Songs as a historical source

However, he also cautions against relying solely on online research. After all, not everything is digitalized or “un-moored”, i.e. unanchored and fully detached in the digital realm. And not everything that’s interesting as a historical source can be digitalized anyway. “It’s still important to conduct on-site research. We need the local context and the opportunity to stumble across things accidentally.” This was particularly evident in relation to the migrants’ stories he was looking for. He learnt about plantation worker Kodama Keijiro though a gravestone – after all, a cemetery is also a kind of archive – and in Kodama’s hometown, where he sought out people with the same surname. And a visit to an archive in Hawaii gave him the idea of using songs as a source (see box) when, just outside the archive building, the Royal Hawaiian Band were playing a Hawaiian resistance song.

Dusinberre stresses the importance of bringing the research process out into the open: “During my studies, I learned as a historian to conceal who I am and where I come from. We don’t even give it a thought. But that would be important!” Source criticism has always been taught in history studies: where does a source come from, who created it, and whose interests did it serve? But, Dusinberre believes, equally important is that researchers reflect on the position from which they’re writing. He illustrates both positions using the example of Hashimoto Usa. It was unusual for her to leave Japan as a single woman, because only married women were allowed on the migrant ships. The document he found about her contains a kind of report written in the first person. It’s written in English and signed with crosses, which shows that various translation processes took place: a young Japanese woman with the status of an illegal sex worker told a professional translator her story, which an Australian official then wrote down. Hashimoto Usa presumably wanted to report her abductors, whom she names, and protect her colleagues, whose names she doesn’t reveal.

Exploited or complicit?

Various forms of intersectionality came into play in the creation of this document. Similarly, as Dusinberre perused it, he asked himself: “What does it mean that I, as a white man and a Brit, am searching for this woman? Am I in the same position as the official at the time? Or am I seeing myself as an imaginary savior and her as a ‘victim’? What were the woman’s own intentions?” These are the contradictions that interest him: did Hashimoto want to work as a sex worker, was she forced into it or perhaps both? And what about the Japanese migrants in Hawaii and Australia: were they solely exploited or did some also cooperate with the colonialists?

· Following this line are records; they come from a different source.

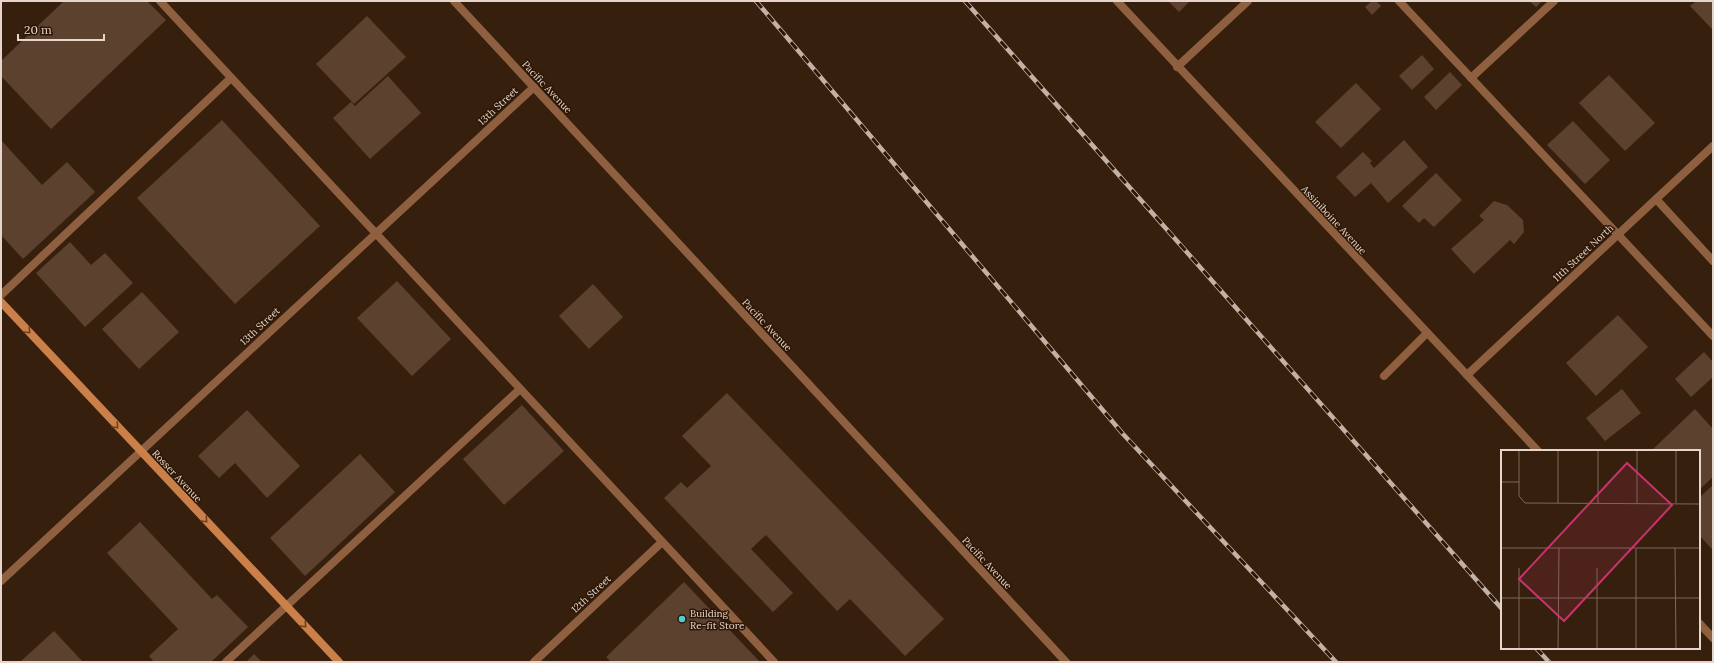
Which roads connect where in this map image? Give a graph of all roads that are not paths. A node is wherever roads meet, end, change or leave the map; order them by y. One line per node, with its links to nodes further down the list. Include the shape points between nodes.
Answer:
1 (160, 1): 8 (street)
2 (454, 1): 10 (street, Pacific Avenue)
3 (1117, 1): 7 (street, Assiniboine Avenue)
4 (1248, 1): 7 (street)
5 (1399, 1): 9 (street)
6 (1554, 1): 9 (street)
7 (1177, 67): 18 (street, Assiniboine Avenue)
8 (231, 78): 13 (street); 16 (street)
9 (1471, 78): 14 (street)
10 (534, 87): 13 (street, 13th Street); 34 (street, Pacific Avenue)
11 (1713, 146): 12 (street, 11th Street North)
12 (1656, 199): 14 (street, 11th Street North); 15 (street)
13 (375, 232): 22 (street); 24 (street, 13th Street)
14 (1617, 235): 19 (street); 20 (street, 11th Street North)
15 (1713, 261)
16 (1, 295)
17 (1, 302): 24 (street, Rosser Avenue, one-way to 24)
18 (1427, 333): 20 (street, Assiniboine Avenue); 21 (street)
19 (1713, 336)
20 (1467, 375): 23 (street, Assiniboine Avenue)
21 (1384, 376)
22 (520, 389): 25 (street); 27 (street)
23 (1537, 450)
24 (140, 452): 26 (street, 13th Street); 27 (street, Rosser Avenue, one-way to 27)
25 (662, 542): 32 (street, 12th Street); 33 (street)
26 (1, 581)
27 (286, 606): 30 (street); 31 (street, Rosser Avenue, one-way to 31)
28 (1700, 624): 29 (street)
29 (1713, 638)
30 (226, 662)
31 (339, 662)
32 (534, 662)
33 (774, 662)
34 (1066, 662)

These questions lack clear-cut answers, but they encourage us to think about the distribution of power and agency, and about the complex interplay within human societies that cannot be reduced to a simple division between victims and perpetrators. In this way, writing the book was also a kind of journey for Dusinberre. As he puts it: “At the beginning, I thought I would write the story of a ship. And in the end, it turned out to be a book examining how historical knowledge is created.”

 

Literature: Martin Dusinberre’s book Mooring the Global Archive. A Japanese Ship and its Migrant Histories, Cambridge University Press 2023, is freely available online thanks to support from the Swiss National Science Foundation (SNSF).